Extracted records
◇ ◇ ◇ ◇
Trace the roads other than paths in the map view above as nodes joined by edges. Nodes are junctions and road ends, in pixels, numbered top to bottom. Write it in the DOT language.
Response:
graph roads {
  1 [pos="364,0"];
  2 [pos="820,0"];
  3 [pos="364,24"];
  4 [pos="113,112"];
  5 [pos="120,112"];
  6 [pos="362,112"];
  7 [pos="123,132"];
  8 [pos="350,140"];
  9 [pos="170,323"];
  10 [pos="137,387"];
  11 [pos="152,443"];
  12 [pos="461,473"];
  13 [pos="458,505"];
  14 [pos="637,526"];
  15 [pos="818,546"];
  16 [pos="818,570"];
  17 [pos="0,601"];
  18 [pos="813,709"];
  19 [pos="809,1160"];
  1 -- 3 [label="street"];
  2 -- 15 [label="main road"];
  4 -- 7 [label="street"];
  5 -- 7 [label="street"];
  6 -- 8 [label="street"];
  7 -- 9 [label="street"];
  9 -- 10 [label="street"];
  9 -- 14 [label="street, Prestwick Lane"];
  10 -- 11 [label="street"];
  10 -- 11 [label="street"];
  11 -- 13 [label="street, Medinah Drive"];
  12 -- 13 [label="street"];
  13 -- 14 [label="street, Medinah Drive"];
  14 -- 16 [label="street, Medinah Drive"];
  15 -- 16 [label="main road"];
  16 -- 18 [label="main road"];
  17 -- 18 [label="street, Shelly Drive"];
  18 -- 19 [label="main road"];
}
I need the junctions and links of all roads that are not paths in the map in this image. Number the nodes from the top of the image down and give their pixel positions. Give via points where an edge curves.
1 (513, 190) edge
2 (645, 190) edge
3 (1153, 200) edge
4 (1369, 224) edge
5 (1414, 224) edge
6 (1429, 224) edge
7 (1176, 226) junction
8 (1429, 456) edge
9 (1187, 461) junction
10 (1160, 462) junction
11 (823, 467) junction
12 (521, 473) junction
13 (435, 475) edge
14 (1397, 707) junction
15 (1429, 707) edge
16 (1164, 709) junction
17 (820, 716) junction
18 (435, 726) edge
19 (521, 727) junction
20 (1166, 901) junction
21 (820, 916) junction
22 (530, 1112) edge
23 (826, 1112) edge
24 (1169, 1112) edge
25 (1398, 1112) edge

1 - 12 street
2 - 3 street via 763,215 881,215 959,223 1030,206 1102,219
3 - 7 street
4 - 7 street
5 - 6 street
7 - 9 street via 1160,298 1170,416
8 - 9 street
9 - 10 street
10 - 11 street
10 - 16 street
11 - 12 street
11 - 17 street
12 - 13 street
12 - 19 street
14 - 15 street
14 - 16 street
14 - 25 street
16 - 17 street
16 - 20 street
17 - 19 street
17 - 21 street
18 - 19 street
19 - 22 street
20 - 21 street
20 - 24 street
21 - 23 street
◇ ◇ ◇ ◇
> _Exercise prompt_
Retype the entries one by one, exactly.

> _Result of this task_
Trace the roads other than paths in the map view above as nodes joined by edges. Nodes are junctions and road ends, in pixels, numbered top to bottom. Write it in the DOT language.
Response:
graph roads {
  1 [pos="364,0"];
  2 [pos="820,0"];
  3 [pos="364,24"];
  4 [pos="113,112"];
  5 [pos="120,112"];
  6 [pos="362,112"];
  7 [pos="123,132"];
  8 [pos="350,140"];
  9 [pos="170,323"];
  10 [pos="137,387"];
  11 [pos="152,443"];
  12 [pos="461,473"];
  13 [pos="458,505"];
  14 [pos="637,526"];
  15 [pos="818,546"];
  16 [pos="818,570"];
  17 [pos="0,601"];
  18 [pos="813,709"];
  19 [pos="809,1160"];
  1 -- 3 [label="street"];
  2 -- 15 [label="main road"];
  4 -- 7 [label="street"];
  5 -- 7 [label="street"];
  6 -- 8 [label="street"];
  7 -- 9 [label="street"];
  9 -- 10 [label="street"];
  9 -- 14 [label="street, Prestwick Lane"];
  10 -- 11 [label="street"];
  10 -- 11 [label="street"];
  11 -- 13 [label="street, Medinah Drive"];
  12 -- 13 [label="street"];
  13 -- 14 [label="street, Medinah Drive"];
  14 -- 16 [label="street, Medinah Drive"];
  15 -- 16 [label="main road"];
  16 -- 18 [label="main road"];
  17 -- 18 [label="street, Shelly Drive"];
  18 -- 19 [label="main road"];
}
I need the junctions and links of all roads that are not paths in the map in this image. Number the nodes from the top of the image down and give their pixel positions. Give via points where an edge curves.
1 (513, 190) edge
2 (645, 190) edge
3 (1153, 200) edge
4 (1369, 224) edge
5 (1414, 224) edge
6 (1429, 224) edge
7 (1176, 226) junction
8 (1429, 456) edge
9 (1187, 461) junction
10 (1160, 462) junction
11 (823, 467) junction
12 (521, 473) junction
13 (435, 475) edge
14 (1397, 707) junction
15 (1429, 707) edge
16 (1164, 709) junction
17 (820, 716) junction
18 (435, 726) edge
19 (521, 727) junction
20 (1166, 901) junction
21 (820, 916) junction
22 (530, 1112) edge
23 (826, 1112) edge
24 (1169, 1112) edge
25 (1398, 1112) edge

1 - 12 street
2 - 3 street via 763,215 881,215 959,223 1030,206 1102,219
3 - 7 street
4 - 7 street
5 - 6 street
7 - 9 street via 1160,298 1170,416
8 - 9 street
9 - 10 street
10 - 11 street
10 - 16 street
11 - 12 street
11 - 17 street
12 - 13 street
12 - 19 street
14 - 15 street
14 - 16 street
14 - 25 street
16 - 17 street
16 - 20 street
17 - 19 street
17 - 21 street
18 - 19 street
19 - 22 street
20 - 21 street
20 - 24 street
21 - 23 street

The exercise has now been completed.